The internet influences culture. When looking at metaculture, there is no greater driving force than the internet. For this reason, I believe the internet has replaced metaculture. All content is online now, as is the vast majority of communication. It is no longer a facilitator of global communication, it is global communication. The internet is culture. We must understand and treat it as such. We must understand that nearly nothing can influence metaculture unless it is accessible online. And we must understand that influencing the metaculture means swaying the popular opinion online. Since we cannot focus core resources and support to change that, we must avoid any tactic that relies on swaying the online public opinion.

We drank from the firehose. Everyone did, there was no choice but to do so. The only effect this could have ever had was to radicalize everyone. There are ideologies so similar that it would be hard to note the differences at first blush, and yet they live on opposite sides of the political “aisle.” The core identities of conservatism and leftism are no longer always easily distinguishable. We must understand that there are no longer sides for us to bring people to. This is why it is necessary to shift our focus to a philosophy of community building regardless of the ideologies of its members. We must agree that building enriching lives for all people is the common call. Those who do not yet understand the threat capitalism places upon that idea will come to the conclusion themselves that no matter how hard they work, community survival is far from guaranteed regardless of your ideological positioning. Capitalism does not want everyone to live enriching lives. The more people that focus on that as a goal, the greater the strain on capitalism. The harder it will work to provide, and the closer to collapse it becomes.

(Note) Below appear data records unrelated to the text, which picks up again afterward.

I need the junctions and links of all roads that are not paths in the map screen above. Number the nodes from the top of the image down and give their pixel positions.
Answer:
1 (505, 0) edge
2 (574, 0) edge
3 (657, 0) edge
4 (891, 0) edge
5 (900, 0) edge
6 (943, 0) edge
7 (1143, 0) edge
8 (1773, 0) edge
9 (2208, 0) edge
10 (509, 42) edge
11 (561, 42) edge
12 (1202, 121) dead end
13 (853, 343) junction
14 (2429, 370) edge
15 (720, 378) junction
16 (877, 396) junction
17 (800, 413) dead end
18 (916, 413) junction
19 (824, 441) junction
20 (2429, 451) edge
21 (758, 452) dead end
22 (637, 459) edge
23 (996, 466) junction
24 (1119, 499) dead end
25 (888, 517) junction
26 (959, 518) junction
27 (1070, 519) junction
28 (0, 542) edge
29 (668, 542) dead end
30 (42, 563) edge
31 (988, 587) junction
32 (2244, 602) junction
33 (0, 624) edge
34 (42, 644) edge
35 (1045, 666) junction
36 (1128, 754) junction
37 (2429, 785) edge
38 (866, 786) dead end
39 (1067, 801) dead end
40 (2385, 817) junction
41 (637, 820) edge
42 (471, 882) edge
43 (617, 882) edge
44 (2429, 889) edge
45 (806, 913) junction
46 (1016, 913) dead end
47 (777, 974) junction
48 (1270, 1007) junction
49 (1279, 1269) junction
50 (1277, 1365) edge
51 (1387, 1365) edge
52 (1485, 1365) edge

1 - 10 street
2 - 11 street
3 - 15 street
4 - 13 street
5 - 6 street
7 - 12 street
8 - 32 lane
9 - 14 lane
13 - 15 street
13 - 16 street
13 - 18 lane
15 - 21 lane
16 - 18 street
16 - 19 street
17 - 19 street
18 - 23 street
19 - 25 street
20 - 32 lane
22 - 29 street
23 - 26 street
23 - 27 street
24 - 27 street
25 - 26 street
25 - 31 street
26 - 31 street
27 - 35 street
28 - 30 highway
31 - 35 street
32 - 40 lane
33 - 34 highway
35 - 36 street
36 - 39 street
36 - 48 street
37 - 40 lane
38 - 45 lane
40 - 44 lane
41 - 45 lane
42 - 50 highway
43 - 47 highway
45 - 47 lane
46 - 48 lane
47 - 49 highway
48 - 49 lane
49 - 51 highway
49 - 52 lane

brief onset psychosis [BREAK]

I found my footing. As I began to build better support networks - better communities - around me after covid, I found a way to get up every day and know that I will find tomorrow eventually. Despite everything, I started to build upon the keystone of a newly built ego. I got a psychiatrist, a therapist, a doctor. I learned to set boundaries, and to practice self care. I learned that it is possible to need help and have support available. I learned how to reach out and avail myself to those supports.

I began my current job. It has always paid well, and it didn’t take long to recognize that despite it being a capitalist object, the people there were trying to build community. This fact alone was enough to support me through some very difficult days. Soon I saw life in a new light. I learned to conceptualize a future, my future, something I had never been able to do before. I learned to find happiness. I met new people, I began relationships, I saw some of them through to their natural end. Some days, I could be happy.

I found balance. I had enriched my own life enough that I could experience a very hard day and still know that tomorrow I’ll probably be happy again. It felt like a golden age for myself, but the timing wasn’t in my favor. Despite all of this progress, there was an aching anxiety that never went away. Some days, the happiness would be rapidly replaced with dread and I could never pinpoint why. As all of the loose ends in my life were being tied up in pretty bows, I still felt unease. In retrospect, this was alienation. A bigger alienation that I had been used to, but it was the same. The emotional and mental size of the task of looking at society wholistically through a dialectic lens is huge.

As I look back, I understand that this ongoing anxiety was due to the alienation of meeting these situations where I am doing everything I can to act in the best interest of myself and my communities, and still finding failure and despair. And as I process that idea in its context, I understand that this is a core feature of capitalism. It is a constant assault on individuals and communities with the intent to weaken them, to break them. It is also a core feature of capitalism to keep constant pressure with those attacks. Keeping us close to surviving but shackling us with the weights of these stressors is key. Capitalism is four dimensional, it understands time.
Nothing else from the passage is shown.